[Collected data entries]
────────────────────────────────────────
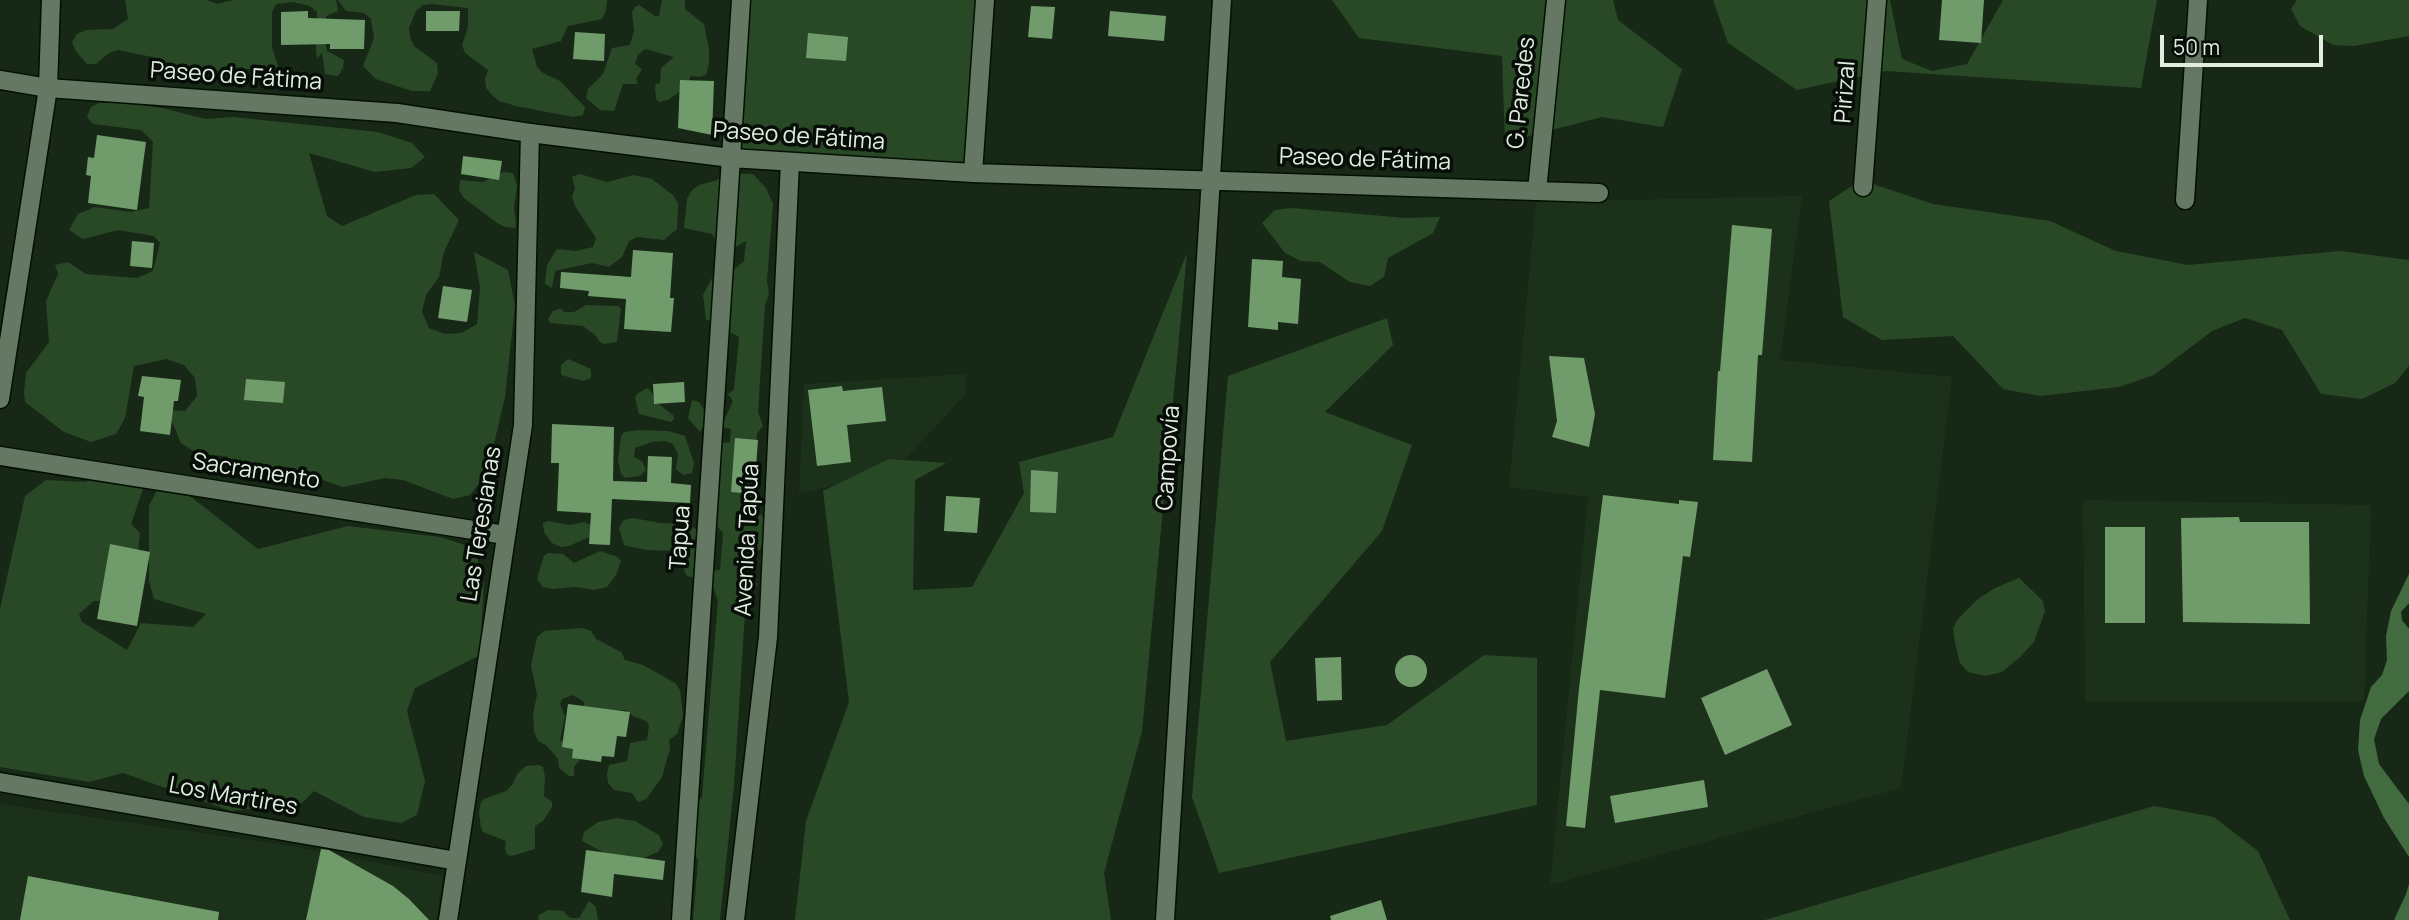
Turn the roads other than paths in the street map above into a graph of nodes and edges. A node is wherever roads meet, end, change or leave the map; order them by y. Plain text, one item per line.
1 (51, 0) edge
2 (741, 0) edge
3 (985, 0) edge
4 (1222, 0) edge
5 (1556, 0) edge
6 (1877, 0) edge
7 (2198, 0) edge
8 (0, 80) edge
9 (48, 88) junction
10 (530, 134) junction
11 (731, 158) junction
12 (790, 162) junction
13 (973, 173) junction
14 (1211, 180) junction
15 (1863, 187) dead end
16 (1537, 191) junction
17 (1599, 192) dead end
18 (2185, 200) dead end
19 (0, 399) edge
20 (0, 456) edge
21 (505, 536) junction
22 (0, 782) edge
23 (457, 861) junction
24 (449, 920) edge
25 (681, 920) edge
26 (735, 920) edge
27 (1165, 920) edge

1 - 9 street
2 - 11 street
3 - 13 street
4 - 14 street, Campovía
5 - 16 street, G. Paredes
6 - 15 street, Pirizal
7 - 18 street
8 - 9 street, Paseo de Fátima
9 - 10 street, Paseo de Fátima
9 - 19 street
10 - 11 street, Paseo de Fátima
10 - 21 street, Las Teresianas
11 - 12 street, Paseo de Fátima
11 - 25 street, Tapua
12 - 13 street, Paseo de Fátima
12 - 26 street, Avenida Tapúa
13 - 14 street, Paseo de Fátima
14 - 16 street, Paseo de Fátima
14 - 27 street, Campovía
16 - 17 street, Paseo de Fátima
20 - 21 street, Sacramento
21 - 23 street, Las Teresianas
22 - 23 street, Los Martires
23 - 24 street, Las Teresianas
────────────────────────────────────────
What is being asked:
Would you output the data exactly, without any of its images?

Exercise response:
Turn the roads other than paths in the street map above into a graph of nodes and edges. A node is wherever roads meet, end, change or leave the map; order them by y. Plain text, one item per line.
1 (51, 0) edge
2 (741, 0) edge
3 (985, 0) edge
4 (1222, 0) edge
5 (1556, 0) edge
6 (1877, 0) edge
7 (2198, 0) edge
8 (0, 80) edge
9 (48, 88) junction
10 (530, 134) junction
11 (731, 158) junction
12 (790, 162) junction
13 (973, 173) junction
14 (1211, 180) junction
15 (1863, 187) dead end
16 (1537, 191) junction
17 (1599, 192) dead end
18 (2185, 200) dead end
19 (0, 399) edge
20 (0, 456) edge
21 (505, 536) junction
22 (0, 782) edge
23 (457, 861) junction
24 (449, 920) edge
25 (681, 920) edge
26 (735, 920) edge
27 (1165, 920) edge

1 - 9 street
2 - 11 street
3 - 13 street
4 - 14 street, Campovía
5 - 16 street, G. Paredes
6 - 15 street, Pirizal
7 - 18 street
8 - 9 street, Paseo de Fátima
9 - 10 street, Paseo de Fátima
9 - 19 street
10 - 11 street, Paseo de Fátima
10 - 21 street, Las Teresianas
11 - 12 street, Paseo de Fátima
11 - 25 street, Tapua
12 - 13 street, Paseo de Fátima
12 - 26 street, Avenida Tapúa
13 - 14 street, Paseo de Fátima
14 - 16 street, Paseo de Fátima
14 - 27 street, Campovía
16 - 17 street, Paseo de Fátima
20 - 21 street, Sacramento
21 - 23 street, Las Teresianas
22 - 23 street, Los Martires
23 - 24 street, Las Teresianas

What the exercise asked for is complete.